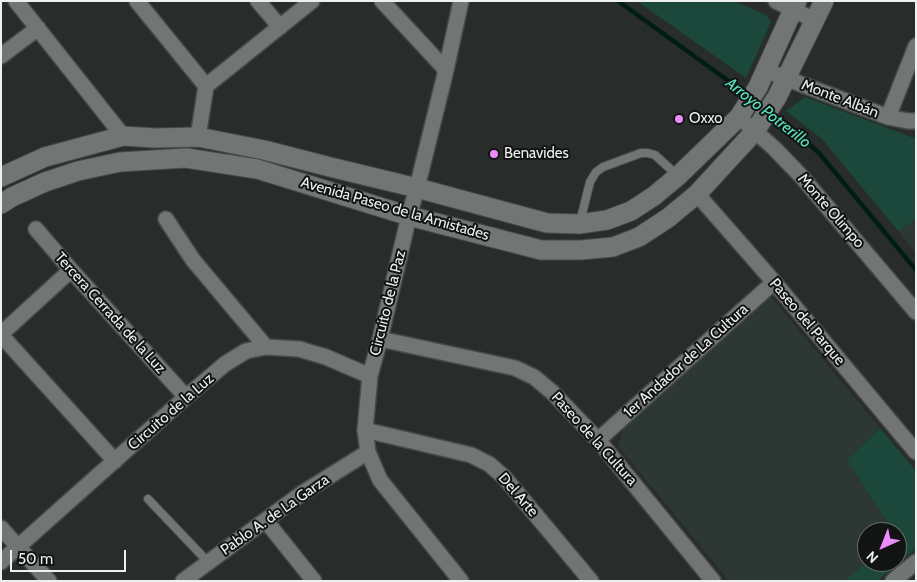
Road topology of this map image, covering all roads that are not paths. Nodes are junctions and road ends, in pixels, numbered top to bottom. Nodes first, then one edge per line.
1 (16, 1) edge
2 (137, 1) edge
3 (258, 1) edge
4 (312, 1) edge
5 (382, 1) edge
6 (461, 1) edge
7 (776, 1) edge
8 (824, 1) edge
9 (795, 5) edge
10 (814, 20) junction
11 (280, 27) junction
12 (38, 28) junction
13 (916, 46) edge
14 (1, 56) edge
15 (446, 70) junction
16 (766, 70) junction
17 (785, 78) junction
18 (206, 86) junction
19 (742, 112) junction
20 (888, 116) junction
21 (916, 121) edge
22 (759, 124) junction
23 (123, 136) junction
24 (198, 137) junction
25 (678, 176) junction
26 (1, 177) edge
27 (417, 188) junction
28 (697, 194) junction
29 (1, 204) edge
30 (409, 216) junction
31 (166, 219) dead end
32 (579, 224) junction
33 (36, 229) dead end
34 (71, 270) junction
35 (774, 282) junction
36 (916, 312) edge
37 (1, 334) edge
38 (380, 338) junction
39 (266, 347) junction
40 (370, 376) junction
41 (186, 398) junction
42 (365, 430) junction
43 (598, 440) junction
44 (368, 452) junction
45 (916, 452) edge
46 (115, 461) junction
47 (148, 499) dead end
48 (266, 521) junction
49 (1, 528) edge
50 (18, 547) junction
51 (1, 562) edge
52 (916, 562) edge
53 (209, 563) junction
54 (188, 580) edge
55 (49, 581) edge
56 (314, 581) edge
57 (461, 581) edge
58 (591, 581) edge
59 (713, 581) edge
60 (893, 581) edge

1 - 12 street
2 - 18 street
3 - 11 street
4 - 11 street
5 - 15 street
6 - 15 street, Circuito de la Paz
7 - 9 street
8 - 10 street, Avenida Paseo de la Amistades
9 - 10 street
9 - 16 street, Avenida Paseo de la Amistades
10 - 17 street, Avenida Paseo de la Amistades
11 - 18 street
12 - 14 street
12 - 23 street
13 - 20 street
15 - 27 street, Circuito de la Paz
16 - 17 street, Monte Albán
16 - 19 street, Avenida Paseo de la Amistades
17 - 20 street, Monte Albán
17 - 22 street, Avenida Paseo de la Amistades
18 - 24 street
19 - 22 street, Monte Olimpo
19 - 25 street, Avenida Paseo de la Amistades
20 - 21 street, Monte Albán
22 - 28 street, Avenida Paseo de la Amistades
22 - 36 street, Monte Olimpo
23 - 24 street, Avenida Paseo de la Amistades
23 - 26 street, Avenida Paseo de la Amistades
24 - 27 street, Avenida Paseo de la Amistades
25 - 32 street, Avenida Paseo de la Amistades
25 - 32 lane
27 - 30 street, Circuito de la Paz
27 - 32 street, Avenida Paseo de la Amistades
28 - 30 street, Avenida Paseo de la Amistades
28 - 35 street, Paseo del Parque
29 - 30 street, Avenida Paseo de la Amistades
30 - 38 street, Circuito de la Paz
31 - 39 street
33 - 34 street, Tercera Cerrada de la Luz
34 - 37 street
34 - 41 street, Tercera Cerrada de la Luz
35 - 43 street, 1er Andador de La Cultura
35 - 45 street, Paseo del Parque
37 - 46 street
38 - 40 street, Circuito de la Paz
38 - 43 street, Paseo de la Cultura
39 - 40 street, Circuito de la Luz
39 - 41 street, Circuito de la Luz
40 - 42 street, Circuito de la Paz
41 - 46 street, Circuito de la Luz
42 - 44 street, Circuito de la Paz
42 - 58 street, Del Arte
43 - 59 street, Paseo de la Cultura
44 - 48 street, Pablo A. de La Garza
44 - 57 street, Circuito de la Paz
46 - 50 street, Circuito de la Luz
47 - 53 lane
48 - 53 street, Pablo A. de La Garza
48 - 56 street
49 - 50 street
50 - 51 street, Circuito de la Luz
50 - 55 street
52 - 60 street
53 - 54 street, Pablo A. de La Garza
++++++
TASK TO COMPLETE >> Among the records, find each line where the word "Tercera" occurs, and copy it.

WRITTEN RESPONSE >>
33 - 34 street, Tercera Cerrada de la Luz
34 - 41 street, Tercera Cerrada de la Luz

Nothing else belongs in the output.